If passed by the U.S. House of Representatives and Senate, signed into law by Pres. Joe Biden, the Act would remove the current funding cap of $30 million per year in the Reforestation Trust Fund, making an average of $123 million annually available for reforestation in National Forests.
U.S. Rep. Doug LaMalfa (R-CA) joined senators Debbie Stabenow (D-MI) and Rob Portman (R-OH), Representatives Jimmy Panetta (D-CA.) and Mike Simpson (R-ID) in introducing the bill, which is supported by over 50 organizations and companies, including California Forestry Association, Forest Landowners Association, National Alliance of Forest Owners, National Association of Conservation Districts, National Association of State Foresters, and Society of American Foresters.
The ACT would also create nearly 49,000 jobs over the next ten years.
“Wildfires devastated millions of acres in California last year, and the Forest Service is facing an enormous backlog of lands that need to be restored,” said LaMalfa in a statement. “The REPLANT Act will assist with getting burned areas replanted in the North State and across the West.
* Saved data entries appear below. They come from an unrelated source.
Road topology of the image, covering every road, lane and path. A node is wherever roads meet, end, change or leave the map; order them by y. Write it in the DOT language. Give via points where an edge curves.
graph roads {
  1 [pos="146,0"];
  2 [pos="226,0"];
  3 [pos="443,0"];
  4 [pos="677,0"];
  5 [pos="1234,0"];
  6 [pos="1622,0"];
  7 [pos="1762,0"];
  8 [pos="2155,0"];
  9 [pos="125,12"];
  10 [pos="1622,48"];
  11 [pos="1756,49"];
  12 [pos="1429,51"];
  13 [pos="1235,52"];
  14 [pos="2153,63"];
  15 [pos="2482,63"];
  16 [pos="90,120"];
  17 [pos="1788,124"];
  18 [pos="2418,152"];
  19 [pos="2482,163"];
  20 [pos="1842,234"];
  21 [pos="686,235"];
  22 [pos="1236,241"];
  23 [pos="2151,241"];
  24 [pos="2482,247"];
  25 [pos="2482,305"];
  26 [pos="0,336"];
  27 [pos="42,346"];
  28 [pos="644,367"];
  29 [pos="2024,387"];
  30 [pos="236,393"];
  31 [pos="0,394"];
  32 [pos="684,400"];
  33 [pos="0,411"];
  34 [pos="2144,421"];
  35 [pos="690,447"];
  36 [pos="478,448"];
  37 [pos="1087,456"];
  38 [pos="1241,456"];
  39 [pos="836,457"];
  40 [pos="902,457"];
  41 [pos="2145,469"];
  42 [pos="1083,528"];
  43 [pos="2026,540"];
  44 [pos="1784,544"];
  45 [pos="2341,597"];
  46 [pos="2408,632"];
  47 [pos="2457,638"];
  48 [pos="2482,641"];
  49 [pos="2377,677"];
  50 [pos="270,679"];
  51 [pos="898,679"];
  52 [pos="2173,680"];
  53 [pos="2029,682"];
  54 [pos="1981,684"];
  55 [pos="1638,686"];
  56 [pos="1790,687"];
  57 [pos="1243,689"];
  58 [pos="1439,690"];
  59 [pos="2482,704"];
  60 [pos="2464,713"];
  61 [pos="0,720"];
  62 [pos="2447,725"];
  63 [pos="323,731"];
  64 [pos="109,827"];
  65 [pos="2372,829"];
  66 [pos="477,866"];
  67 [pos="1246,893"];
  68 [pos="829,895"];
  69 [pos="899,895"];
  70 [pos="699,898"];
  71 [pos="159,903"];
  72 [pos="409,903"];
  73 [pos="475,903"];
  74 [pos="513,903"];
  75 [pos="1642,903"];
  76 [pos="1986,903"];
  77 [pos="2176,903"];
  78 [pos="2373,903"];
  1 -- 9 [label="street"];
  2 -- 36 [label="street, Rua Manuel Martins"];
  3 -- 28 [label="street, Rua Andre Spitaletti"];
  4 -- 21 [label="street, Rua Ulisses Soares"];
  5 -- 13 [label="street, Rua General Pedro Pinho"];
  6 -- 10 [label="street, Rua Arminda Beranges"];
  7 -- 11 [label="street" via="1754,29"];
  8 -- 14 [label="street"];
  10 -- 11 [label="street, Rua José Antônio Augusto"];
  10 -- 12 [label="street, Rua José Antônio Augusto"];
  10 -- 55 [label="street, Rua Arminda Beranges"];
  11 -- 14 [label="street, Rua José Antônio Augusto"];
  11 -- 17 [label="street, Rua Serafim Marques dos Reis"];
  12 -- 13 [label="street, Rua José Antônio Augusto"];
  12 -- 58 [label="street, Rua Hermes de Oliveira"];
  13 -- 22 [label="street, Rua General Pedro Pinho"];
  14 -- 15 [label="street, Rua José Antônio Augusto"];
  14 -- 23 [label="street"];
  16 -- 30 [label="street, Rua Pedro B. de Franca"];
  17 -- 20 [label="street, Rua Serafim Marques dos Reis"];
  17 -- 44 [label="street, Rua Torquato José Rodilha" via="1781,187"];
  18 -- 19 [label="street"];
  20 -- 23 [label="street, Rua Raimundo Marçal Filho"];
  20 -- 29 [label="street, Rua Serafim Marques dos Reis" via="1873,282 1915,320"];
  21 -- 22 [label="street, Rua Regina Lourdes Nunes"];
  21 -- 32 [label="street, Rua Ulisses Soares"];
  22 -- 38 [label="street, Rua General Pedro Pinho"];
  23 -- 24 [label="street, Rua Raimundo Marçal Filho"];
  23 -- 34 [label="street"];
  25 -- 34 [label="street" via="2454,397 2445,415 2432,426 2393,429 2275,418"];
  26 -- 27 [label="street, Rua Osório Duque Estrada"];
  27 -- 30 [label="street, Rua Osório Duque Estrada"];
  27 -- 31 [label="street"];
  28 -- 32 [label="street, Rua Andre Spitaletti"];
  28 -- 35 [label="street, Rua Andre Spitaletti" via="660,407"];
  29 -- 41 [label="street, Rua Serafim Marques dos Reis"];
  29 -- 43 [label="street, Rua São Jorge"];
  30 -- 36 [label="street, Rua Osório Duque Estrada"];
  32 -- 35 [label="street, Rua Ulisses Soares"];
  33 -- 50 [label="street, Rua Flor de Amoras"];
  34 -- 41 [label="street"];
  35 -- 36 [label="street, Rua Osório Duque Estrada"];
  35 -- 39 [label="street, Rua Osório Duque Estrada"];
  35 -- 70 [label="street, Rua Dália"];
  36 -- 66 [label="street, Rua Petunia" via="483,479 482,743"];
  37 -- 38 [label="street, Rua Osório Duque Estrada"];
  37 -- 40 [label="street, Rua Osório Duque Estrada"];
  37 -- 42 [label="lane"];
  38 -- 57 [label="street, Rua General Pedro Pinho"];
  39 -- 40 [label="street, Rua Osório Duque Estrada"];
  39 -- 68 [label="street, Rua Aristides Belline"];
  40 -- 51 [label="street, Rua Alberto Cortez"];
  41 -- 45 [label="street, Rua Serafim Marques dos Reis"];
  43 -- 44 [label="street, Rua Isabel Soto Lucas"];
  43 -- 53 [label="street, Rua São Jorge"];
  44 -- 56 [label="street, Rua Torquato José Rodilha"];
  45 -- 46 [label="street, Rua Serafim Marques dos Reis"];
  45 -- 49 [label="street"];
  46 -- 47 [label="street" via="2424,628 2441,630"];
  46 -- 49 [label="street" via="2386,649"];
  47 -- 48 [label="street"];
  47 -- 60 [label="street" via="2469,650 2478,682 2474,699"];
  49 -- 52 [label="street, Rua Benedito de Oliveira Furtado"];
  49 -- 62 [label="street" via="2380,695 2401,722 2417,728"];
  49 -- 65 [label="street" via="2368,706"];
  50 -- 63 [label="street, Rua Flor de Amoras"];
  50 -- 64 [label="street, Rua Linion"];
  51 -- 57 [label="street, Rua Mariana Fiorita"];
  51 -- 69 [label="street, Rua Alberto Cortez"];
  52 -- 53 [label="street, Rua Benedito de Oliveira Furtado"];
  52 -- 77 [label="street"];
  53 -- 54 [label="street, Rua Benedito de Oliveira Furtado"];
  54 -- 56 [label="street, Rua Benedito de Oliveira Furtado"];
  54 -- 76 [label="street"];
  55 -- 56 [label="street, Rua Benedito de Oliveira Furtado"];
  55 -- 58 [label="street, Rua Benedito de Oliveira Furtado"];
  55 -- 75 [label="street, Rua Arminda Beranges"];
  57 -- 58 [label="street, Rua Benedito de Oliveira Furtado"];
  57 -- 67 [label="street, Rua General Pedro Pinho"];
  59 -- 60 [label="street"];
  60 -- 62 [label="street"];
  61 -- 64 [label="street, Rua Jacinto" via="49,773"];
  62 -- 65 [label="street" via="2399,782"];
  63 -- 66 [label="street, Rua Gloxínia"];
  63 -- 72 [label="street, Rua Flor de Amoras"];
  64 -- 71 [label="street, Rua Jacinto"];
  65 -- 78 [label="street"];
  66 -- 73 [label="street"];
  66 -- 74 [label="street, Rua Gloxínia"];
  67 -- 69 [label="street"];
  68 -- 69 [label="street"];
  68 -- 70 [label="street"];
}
We cannot leave our public lands a virtual moonscape that creates the brush conditions that lead to the next terrible fire. Replanting our damaged forests protects our watersheds and begins to restore wildlife habitats and recreation. This is one step needed to protect our forests, but we also must improve our active forest management to reduce the risk of these massive forest fires.”
Lawmakers said that replanting national forests would support the country’s hunting, fishing, and outdoor recreation economies and be part of the solution to the climate crisis.
“Planting trees is a cost-effective way to draw carbon out of the air, restore our public lands, and create jobs,” Stabenow said.
In a joint press release, the five co-sponsors of the bill said this type of reforestation is needed to protect communities from post-wildfire mudslides, help sequester carbon emissions, and provide critical wildlife habitats, improve downstream drinking water quality, and restore public lands for generations to come.
This bill has broad bipartisan, including a diverse group of stakeholders who are on the ground replanting national forests.
The Act would direct the Forest Service to develop a 10-year plan and cost estimate to address the backlog of replanting national forest land needs by 2031. It also prioritizes land in need of reforestation due to natural disasters that are unlikely to regrow on their own naturally.